Hyperinflammationssyndrom MIS-c 

Nach über einem Jahr Pandemie und 38.000 positiven Fällen im Kindesalter, ist erst ein Kind in Österreich an COVID-19 verstorben. Dieses Kind litt an einer sehr fortgeschrittenen, terminalen Krebserkrankung. Das macht den Todesfall dieses Kindes natürlich nicht weniger tragisch, aber es rückt doch die Relationen im Kindesalter ins richtige Licht. Folgeerscheinungen nach COVID-19 wie bei Erwachsenen sehen wir bei Kindern in der Regel nicht. In ganz Österreich gibt es nur eine Handvoll Kinder, die sich derzeit wegen Long-COVID in Abklärung befinden. Eine Sache, die ebenfalls viele Eltern ängstigt, ist das sehr selten nach einer SARS-CoV-2-Infektion auftretende Hyperinflammationssyndrom MIS-c (multisystem inflammatory syndrome in children), vermutlich eine überschießende Reaktion des Immunsystems circa 2-8 Wochen nach der eigentlichen Infektion mit dem Krankheitserreger. Davon betroffene Kinder brauchen oftmals intensivmedizinische Betreuung, aber fast alle überleben ohne langfristige körperliche Folgeschäden.
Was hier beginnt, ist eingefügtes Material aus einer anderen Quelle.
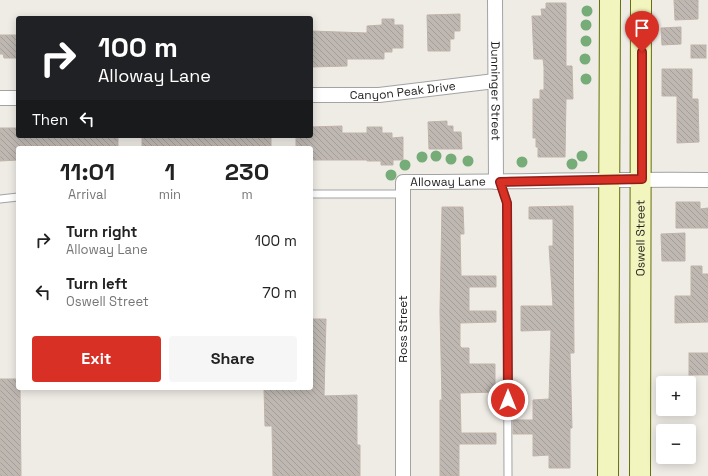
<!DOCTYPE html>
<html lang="en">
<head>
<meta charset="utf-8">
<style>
	body { margin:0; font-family:"Space Grotesk",sans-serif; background:#f6f6f6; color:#222; height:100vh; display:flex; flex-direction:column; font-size:15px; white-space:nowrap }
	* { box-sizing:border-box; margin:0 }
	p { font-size:13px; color:#767676 }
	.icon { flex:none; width:22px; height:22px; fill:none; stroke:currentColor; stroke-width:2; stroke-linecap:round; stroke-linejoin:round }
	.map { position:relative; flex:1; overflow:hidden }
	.panel { position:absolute; left:16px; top:146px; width:297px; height:244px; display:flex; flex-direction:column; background:#fff; border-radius:4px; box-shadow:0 2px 10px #0003 }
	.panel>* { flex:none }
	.guide { position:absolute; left:16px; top:16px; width:297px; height:122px; border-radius:4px; box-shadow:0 2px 10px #0003; background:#202124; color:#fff; overflow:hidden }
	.controls { position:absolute; left:656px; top:376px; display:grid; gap:8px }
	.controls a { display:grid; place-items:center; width:40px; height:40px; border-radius:4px; background:#fff; box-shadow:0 2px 10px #0003; font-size:20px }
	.pin { position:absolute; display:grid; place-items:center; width:34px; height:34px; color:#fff; margin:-41px -17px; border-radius:50% 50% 50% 0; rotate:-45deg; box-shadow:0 0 4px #0007 }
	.pin .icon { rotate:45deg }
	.me { position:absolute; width:44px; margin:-22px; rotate:0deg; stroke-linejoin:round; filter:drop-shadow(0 0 3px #0008) }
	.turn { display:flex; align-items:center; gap:14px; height:84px; padding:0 16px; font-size:18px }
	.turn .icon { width:52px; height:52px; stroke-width:2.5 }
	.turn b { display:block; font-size:28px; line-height:34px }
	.then { display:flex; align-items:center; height:38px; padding:0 16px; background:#0003; gap:8px; font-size:15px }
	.eta { display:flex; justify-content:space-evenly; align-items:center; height:68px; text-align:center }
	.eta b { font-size:24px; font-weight:800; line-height:28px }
	.action { display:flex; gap:8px; margin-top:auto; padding:8px 16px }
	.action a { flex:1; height:46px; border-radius:4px; background:#d93025; color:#fff; font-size:16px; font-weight:800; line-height:46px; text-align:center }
	.action a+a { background:#f6f6f6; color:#222 }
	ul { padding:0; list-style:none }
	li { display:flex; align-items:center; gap:12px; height:52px; padding:0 16px }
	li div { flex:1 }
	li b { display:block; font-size:15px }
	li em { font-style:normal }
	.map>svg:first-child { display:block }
</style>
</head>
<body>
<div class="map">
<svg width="708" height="476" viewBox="0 0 708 476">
	<defs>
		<pattern id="building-back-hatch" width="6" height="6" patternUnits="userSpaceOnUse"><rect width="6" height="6" fill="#bfb8b2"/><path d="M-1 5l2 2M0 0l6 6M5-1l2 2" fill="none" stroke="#a49e99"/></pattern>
	</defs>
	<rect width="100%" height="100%" fill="#efece6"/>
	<!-- building -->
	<g fill="url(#building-back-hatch)" stroke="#c0b3a9">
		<polygon points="674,0 698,0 698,19 675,20"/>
		<polygon points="546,3 566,3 566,66 572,66 573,99 566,99 565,157 538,157 538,147 536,147 536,138 533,138 533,99 540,99 540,90 544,90 544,67 543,59 534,59 532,16 542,16 541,9 546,9"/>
		<polygon points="460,14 460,31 454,31 454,39 450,39 450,51 428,51 427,15"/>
		<polygon points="382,19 394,19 394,25 403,25 403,48 392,48 392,52 384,52 384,59 347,59 347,66 311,67 311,31 367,33 367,26 382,25"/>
		<polygon points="681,27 681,44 662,45 661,28"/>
		<polygon points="0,35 18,35 18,58 4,58 3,54 0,54"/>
		<rect x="691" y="45" width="15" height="13"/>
		<polygon points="662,69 692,69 692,99 698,99 699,142 677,143 677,96 662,96"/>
		<polygon points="447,121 447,126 453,126 453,132 461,132 462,149 429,149 428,122"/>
		<polygon points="342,126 342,133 367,133 367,127 382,127 382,133 392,133 392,138 403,137 403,160 393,160 393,165 381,165 381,161 367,161 367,160 311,160 311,148 296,148 296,136 311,136 311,127"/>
		<polygon points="0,128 18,128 18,136 45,136 45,137 118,136 118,148 18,148 18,160 0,161"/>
		<rect x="142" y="136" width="129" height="12"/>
		<polygon points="676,202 700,202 700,209 708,208 708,228 676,228"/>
		<polygon points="573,206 574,353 570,353 572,428 570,428 570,468 549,468 549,455 533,456 533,434 513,434 513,420 533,420 533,400 549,399 551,330 521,331 521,306 553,306 549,246 553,246 553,219 529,219 529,207"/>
		<polygon points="442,207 463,207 464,234 460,234 461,276 496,276 496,287 469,287 469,311 496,311 496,322 460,323 460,346 462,348 469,348 469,364 495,364 495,392 460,393 461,433 496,433 496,444 459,444 459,476 440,476 440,400 442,400 440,312"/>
		<polygon points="685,233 685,261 662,261 661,234"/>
		<polygon points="691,266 702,266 702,274 708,274 708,322 675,323 675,296 691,296"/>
		<polygon points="311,319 326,319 324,396 357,395 357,445 360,445 360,476 273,476 272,426 265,426 264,388 311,388"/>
		<rect x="689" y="353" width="19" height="22"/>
		<polygon points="0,379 18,379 18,388 20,388 21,476 0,476"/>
	</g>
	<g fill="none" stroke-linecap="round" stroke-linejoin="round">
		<!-- lane casing -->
		<g stroke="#a3a3a3" stroke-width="9">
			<g id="lane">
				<polyline points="500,182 507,203 508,476"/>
				<polyline points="311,194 403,194"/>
				<polyline points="0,199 18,197"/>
			</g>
		</g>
		<!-- street casing -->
		<g stroke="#a3a3a3" stroke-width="16">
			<g id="street">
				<path id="s1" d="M495 0 496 182"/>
				<path id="s2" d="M311 95H379L495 81"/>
				<polyline points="0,98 18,98"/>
				<path id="s3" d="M403 476V182C505 182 606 179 708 180"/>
			</g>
		</g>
		<!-- secondary casing -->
		<g stroke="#646f0c" stroke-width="22">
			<g id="secondary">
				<polyline points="608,476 610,0"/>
				<path id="s4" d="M640 476 641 0"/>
			</g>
		</g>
		<!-- lane -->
		<use href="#lane" stroke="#fff" stroke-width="7"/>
		<!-- street -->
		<use href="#street" stroke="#fff" stroke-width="14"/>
		<!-- secondary -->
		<use href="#secondary" stroke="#f2f5bd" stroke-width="20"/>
	</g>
	<!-- trees -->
	<g fill="#76ac77">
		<circle cx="587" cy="11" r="5.5"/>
		<circle cx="586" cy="25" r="5.5"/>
		<circle cx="586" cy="41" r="5.5"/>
		<circle cx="585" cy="59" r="5.5"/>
		<circle cx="586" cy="79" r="5.5"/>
		<circle cx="436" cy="156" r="5.5"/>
		<circle cx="582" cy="156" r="5.5"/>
		<circle cx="422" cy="157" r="5.5"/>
		<circle cx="451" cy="159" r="5.5"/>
		<circle cx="468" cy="161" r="5.5"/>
		<circle cx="522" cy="162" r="5.5"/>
		<circle cx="572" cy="164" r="5.5"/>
		<circle cx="405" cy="165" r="5.5"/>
		<circle cx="391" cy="175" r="5.5"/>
	</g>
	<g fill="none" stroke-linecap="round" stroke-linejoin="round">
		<!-- route casing -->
		<g stroke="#8d1f18" stroke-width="10">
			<polyline id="route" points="508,400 507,203 500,182 642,179 642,52"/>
		</g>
		<!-- route -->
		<use href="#route" stroke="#d93025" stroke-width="7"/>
	</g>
	<g text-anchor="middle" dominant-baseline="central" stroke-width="4" stroke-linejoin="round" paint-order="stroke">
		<!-- street labels -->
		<g font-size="12" fill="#1f1f1f" stroke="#fff">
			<text stroke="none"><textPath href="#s2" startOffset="92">Canyon Peak Drive</textPath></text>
			<text stroke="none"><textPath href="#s1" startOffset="91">Dunninger Street</textPath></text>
			<text stroke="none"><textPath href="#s3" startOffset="339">Alloway Lane</textPath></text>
			<text stroke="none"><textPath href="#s4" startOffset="238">Oswell Street</textPath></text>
			<text transform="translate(403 329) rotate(-90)">Ross Street</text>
		</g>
	</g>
</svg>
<div class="controls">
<a>+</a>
<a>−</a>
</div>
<div class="pin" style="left:642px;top:52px;background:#d93025"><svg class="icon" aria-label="arrive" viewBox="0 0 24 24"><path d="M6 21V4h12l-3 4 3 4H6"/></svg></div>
<svg class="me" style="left:508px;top:400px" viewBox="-20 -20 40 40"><circle r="17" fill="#d93025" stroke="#fff" stroke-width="3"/><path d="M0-11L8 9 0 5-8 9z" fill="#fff"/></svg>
<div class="guide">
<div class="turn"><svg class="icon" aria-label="right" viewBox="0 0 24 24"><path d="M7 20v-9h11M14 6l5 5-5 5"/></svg><div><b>100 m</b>Alloway Lane</div></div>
<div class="then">Then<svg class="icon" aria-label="left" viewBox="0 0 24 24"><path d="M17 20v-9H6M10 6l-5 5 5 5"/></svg></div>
</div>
<section class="panel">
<div class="eta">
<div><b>11:01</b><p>Arrival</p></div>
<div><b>1</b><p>min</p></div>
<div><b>230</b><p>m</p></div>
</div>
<ul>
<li><svg class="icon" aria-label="right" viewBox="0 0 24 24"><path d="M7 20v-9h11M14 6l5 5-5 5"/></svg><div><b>Turn right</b><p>Alloway Lane</p></div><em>100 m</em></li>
<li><svg class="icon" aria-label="left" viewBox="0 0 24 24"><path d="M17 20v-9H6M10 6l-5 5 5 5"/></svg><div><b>Turn left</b><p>Oswell Street</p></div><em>70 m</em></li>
</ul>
<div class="action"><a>Exit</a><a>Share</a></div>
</section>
</div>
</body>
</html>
Falls ein Kind ohne sonstige Erklärung sehr schwer krank ist und seit mehr als 3 Tagen fiebert, sollte ein Kinderfacharzt oder eine Kinderambulanz aufgesucht werden. Dies gilt allerdings auch in Nicht-COVID-Zeiten.

Wie ansteckend sind Kinder?

Das Thema, wie ansteckend Kinder sind und ob offene Schulen ein Driver für die Pandemie sind, polarisiert besonders stark. Natürlich ist ein Kind mit symptomatischer SARS-CoV-19 Infektion auch prinzipiell ansteckend. Bei Kindern unter 10 Jahren dürfte das jedoch geringer ausfallen als bei allen anderen Altersgruppen. Erklärungen könnten unter anderem der symptomärmere Verlauf, die körperliche Konstitution von Kindern oder Eigenheiten des kindlichen Immunsystems sein. Fakt ist jedoch, dass einem Anstieg an SARS-CoV-2 positiven Fällen in Schulen immer ein Anstieg an Fällen in der Gesamtbevölkerung vorausgeht und nicht umgekehrt. Außerdem zeigen nationale wie internationale Daten, dass es unter Einhaltung von 1,5 bis 2m Abstand, regelmäßigem Lüften, Händehygiene und gegebenenfalls Masken kaum zu Clusterbildungen an Schulen kommt. 

Psychosoziale Folgen 

Gesichert ist ebenfalls, dass Kinder von massiven psychosozialen Folgen durch Schul- und Kindergartenschließungen betroffen sind. Das gilt vor allem für Kinder aus sozial schwächeren Familien. Wir haben mit Kindern also eine Gruppe von äußerst wichtigen Mitgliedern unserer Gesellschaft die zwar nicht unter COVID-19 als Erkrankung leiden, sehr wohl aber erheblich unter den Folgen eines fehlenden Präsenzunterrichts. Daher sollte auch bei steigenden Infektionszahlen in der Gesamtbevölkerung gelten, Schulen und Kindergärten nur als ultima Ratio zuzusperren und als erstes wieder aufzusperren.